Dakarmidi – Mon amour pour le basket ball date de l’époque où je voyais évoluer Abdourahmane Ndiaye surnommé affectueusement Adidas. Sur l’aire de jeu, cette merveille aux dons immenses, était l’image d’un grand seigneur revêtu du manteau d’un prestidigitateur dont tous les gestes aiguisaient la sensibilité et ravissaient l’imagination. Avec son adresse phénoménale et sa technique du dribble toute d’harmonie et de symétrie, il séduisait partenaires et adversaires grisés par ses arabesques étourdissantes .
Volontaire à tous les sacrifices pour élever son niveau de jeu, Adidas est le symbole vivant de l’alpiniste qui revient souvent au pied de la montagne pour tenter d’atteindre le sommet le plus élevé. À lui tout seul, il était capable de remplir un stade par des admirateurs inconditionnels qui venaient se régaler de ses gestes de prestidigitateur. Plusieurs fois champion d’Afrique, il peut se vanter d’avoir été à bas âge, consacré meilleur basketteur africain de tous les temps. Expatrié en France, il fit une carrière élogieuse remportant trophées et coupes avant de devenir entraîneur formateur aux élans féconds. Ni grandiloquent encore moins isolationniste et impétueux, il affiche un peu partout une exemplarité comportementale conformément à sa formation et à son éducation de base.

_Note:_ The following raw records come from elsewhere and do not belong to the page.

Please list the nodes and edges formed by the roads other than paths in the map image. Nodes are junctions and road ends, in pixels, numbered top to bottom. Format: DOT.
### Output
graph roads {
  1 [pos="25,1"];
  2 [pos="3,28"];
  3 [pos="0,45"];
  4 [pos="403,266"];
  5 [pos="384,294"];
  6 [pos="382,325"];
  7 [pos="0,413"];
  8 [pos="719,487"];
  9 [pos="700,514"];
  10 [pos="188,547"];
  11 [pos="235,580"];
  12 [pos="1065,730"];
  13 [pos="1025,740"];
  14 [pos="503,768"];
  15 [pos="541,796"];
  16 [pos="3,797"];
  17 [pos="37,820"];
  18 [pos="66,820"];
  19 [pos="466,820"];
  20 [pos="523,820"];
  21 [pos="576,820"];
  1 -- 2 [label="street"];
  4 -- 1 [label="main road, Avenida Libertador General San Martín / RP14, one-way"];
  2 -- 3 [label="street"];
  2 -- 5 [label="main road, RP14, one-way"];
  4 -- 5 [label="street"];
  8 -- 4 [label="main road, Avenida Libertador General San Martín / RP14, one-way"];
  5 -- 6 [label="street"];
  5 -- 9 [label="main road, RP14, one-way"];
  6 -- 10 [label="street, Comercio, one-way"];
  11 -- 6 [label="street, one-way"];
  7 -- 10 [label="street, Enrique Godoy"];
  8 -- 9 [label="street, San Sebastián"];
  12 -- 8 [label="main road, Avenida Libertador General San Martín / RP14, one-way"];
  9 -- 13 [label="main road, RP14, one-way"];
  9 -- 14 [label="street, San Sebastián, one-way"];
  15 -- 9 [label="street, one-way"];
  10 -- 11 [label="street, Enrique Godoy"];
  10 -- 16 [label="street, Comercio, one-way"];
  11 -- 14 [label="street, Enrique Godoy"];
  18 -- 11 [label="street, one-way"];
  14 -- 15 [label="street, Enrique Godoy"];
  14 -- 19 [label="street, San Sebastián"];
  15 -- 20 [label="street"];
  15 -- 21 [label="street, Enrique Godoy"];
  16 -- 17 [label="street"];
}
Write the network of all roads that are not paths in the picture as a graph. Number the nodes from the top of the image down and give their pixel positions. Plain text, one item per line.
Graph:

Sans flagornerie aucune, il peut se considérer comme le joueur aux dribbles dévastateurs, à l’adresse phénoménale et à la posture seigneuriale inimitable sur un terrain de basket ball. Sa simplicité, son humanisme de bon aloi et son comportement chevaleresque au milieu des siens, font de lui un sportif de référence. En vérité, Abdou se positionne dans sa société d’appartenance, comme un modèle, un exemple à suivre. Sa famille a de quoi être fière d’un fils charismatique qui a écrit sur l’écorce des baobabs millénaires comme une écriture en incuse d’Oracle, l’histoire la plus merveilleuse du basket ball sénégalais. Salut champion avec mes pensées affectueuses.